The Magistrate Judge's Supplemental Report correctly holds that an untimely filed petition for post-conviction relief is, under federal law, not a "properly filed" collateral attack on a judgment so as to toll the time under 28 U.S.C. § 2244(d)(2) (Supplemental Report, ECF No. 20, PageID 1624, citing Pace v. DiGuglielmo, 544 U.S. 408, 413 (2005), and Allen v. Siebert, 552 U.S. 3 (2007) (per curiam). Because the Delaware County Court of Common Pleas had held Petitioner's post-conviction petition was untimely, § 2244(d)(2) was not available to toll the statute of limitations.

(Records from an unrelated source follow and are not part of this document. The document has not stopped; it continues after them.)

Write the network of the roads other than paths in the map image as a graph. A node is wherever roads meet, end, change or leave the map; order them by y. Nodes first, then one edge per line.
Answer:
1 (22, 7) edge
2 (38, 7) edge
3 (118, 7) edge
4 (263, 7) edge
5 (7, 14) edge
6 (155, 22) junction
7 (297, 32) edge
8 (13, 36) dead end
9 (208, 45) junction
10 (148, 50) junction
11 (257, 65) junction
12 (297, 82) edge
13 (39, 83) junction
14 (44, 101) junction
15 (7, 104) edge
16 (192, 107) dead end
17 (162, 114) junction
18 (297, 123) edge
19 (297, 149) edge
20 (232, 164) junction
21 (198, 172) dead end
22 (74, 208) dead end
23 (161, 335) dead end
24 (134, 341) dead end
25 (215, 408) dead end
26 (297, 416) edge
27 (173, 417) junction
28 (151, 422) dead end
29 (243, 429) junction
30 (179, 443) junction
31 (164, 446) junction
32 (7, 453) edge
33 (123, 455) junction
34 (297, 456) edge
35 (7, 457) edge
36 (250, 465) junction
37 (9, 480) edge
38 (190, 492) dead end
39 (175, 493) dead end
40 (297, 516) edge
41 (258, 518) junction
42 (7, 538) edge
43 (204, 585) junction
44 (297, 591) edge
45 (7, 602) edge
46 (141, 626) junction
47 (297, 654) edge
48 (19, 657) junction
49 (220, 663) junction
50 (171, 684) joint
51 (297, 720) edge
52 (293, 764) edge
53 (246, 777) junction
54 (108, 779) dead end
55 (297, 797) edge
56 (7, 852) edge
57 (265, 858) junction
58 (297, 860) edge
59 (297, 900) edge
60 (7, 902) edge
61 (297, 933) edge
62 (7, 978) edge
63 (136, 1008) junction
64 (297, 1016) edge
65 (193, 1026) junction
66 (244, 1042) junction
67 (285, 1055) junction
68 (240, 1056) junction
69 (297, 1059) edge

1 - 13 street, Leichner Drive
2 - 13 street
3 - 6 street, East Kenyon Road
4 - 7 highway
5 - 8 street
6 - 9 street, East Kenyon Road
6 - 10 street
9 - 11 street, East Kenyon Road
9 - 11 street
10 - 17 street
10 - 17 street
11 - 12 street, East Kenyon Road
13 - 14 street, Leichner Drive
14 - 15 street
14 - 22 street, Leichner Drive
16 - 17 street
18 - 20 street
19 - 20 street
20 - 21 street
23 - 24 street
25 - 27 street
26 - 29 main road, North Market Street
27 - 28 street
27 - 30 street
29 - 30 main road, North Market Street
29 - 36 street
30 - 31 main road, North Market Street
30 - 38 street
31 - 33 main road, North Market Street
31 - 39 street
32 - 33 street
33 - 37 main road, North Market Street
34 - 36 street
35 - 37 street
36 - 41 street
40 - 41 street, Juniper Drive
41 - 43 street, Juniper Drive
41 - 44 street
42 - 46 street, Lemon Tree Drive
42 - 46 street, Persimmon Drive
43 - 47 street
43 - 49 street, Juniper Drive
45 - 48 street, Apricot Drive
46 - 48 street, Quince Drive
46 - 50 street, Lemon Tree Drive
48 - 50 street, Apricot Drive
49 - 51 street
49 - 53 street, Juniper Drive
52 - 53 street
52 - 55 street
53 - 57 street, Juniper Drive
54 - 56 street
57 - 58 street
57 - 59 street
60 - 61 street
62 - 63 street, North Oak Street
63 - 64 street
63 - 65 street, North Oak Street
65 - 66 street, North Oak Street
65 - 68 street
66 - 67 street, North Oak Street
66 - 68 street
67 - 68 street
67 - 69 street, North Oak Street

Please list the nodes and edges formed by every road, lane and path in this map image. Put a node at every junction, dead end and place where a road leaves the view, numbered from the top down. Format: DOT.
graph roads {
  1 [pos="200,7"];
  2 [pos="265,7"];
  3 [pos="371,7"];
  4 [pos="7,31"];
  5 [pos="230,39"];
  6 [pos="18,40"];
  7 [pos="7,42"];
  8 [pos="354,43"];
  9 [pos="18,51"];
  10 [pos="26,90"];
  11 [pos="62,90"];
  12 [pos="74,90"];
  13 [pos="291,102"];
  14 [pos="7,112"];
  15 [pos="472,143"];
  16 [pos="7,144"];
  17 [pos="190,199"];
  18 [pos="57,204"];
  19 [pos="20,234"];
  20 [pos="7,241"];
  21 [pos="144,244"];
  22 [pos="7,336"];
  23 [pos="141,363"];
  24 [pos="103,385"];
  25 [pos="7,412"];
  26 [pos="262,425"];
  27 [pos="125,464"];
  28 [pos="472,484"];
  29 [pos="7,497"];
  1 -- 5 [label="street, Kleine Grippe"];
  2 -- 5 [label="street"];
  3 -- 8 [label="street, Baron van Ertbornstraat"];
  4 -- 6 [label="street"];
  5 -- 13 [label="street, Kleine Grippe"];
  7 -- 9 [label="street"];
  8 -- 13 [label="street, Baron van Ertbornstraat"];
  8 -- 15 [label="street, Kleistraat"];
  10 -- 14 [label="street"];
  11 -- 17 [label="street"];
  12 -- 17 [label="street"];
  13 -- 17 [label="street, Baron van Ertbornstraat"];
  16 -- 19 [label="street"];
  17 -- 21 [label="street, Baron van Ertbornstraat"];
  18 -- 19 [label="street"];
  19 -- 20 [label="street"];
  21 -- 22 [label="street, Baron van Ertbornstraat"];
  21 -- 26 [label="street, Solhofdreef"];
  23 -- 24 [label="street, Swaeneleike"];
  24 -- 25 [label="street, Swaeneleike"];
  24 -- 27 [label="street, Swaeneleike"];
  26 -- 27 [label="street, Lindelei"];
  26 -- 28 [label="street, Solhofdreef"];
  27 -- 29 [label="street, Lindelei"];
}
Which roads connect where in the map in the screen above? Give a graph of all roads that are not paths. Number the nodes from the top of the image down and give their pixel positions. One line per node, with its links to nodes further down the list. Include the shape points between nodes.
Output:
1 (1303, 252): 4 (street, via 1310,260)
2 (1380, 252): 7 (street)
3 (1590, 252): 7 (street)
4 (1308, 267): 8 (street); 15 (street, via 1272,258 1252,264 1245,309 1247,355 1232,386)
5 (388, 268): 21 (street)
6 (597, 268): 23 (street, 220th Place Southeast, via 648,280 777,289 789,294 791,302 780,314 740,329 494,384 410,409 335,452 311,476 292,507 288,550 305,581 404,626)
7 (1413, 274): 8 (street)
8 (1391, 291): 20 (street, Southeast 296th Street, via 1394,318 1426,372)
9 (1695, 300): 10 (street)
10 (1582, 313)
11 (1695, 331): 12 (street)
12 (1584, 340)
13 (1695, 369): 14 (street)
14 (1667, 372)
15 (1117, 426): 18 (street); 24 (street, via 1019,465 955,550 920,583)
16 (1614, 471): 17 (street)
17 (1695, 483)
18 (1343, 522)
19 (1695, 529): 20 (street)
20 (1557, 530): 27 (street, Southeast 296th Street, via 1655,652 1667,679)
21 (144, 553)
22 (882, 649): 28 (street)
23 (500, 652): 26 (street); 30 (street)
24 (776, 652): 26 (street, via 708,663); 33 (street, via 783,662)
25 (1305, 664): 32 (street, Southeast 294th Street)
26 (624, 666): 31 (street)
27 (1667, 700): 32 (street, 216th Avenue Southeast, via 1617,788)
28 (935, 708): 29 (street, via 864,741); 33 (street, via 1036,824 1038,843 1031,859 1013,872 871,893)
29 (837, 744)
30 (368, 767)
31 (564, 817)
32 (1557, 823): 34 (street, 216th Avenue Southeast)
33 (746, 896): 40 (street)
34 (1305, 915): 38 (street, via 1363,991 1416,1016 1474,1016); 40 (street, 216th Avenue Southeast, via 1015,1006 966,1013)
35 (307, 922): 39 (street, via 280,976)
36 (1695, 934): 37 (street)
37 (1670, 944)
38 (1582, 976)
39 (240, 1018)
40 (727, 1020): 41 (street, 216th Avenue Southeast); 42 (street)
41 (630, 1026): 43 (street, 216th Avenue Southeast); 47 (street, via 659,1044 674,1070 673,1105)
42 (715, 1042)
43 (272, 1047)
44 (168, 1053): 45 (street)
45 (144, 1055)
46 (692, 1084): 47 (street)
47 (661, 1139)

In his Objections to the Supplemental Report, Petitioner argues that the statute was tolled from February 10, 2016, until May 10, 2016, when his time for seeking review by certiorari expired, relying on Abela v. Martin, 348 F.3d 164 (6
The Court concludes that Petitioner's conviction became final on December 15, 2015. His filing on March 26, 2019, is therefore untimely unless he can show a later start date is applicable.
28 U.S.C. § 2244(d)(1)(D) provides that the AEDPA statute of limitations will begin to run on the date a factual predicate for the claim could have been discovered through the exercise of due diligence if that date is later than the date the conviction becomes final.
Petitioner initially claimed he learned of relevant factual predicates from Magistrate Judge Vascura's Order for answer (ECF No. 3). The original Report rejected that argument and Petitioner then claimed in his first set of Objections that "classification under the Sexual Offenders Registration Act ("SORA") constitutes punishment and he did not learn that until he read the April 2018 issue of the "NARSOL Digest" or until "he had a copy of [Ohio Revised Code Ch.] 2950 in May of 2018." (Objections, ECF No. 18, PageID 1600). The Magistrate Judge's Supplemental Report correctly found that Hertel learned that Ohio's SORA was being applied retroactively to him in 2014. After that the Sixth Circuit held that retroactive application of the Michigan SORA constituted punishment and was therefore an invalid ex post facto law. Does #1-5 v. Snyder, 834 F.3d 696 (6th Cir. 2016). Petitioner relied on Does #1-5 which he claims he did not learn of until 2018; he makes the same claim as to Ohio Revised Code Ch. 2950.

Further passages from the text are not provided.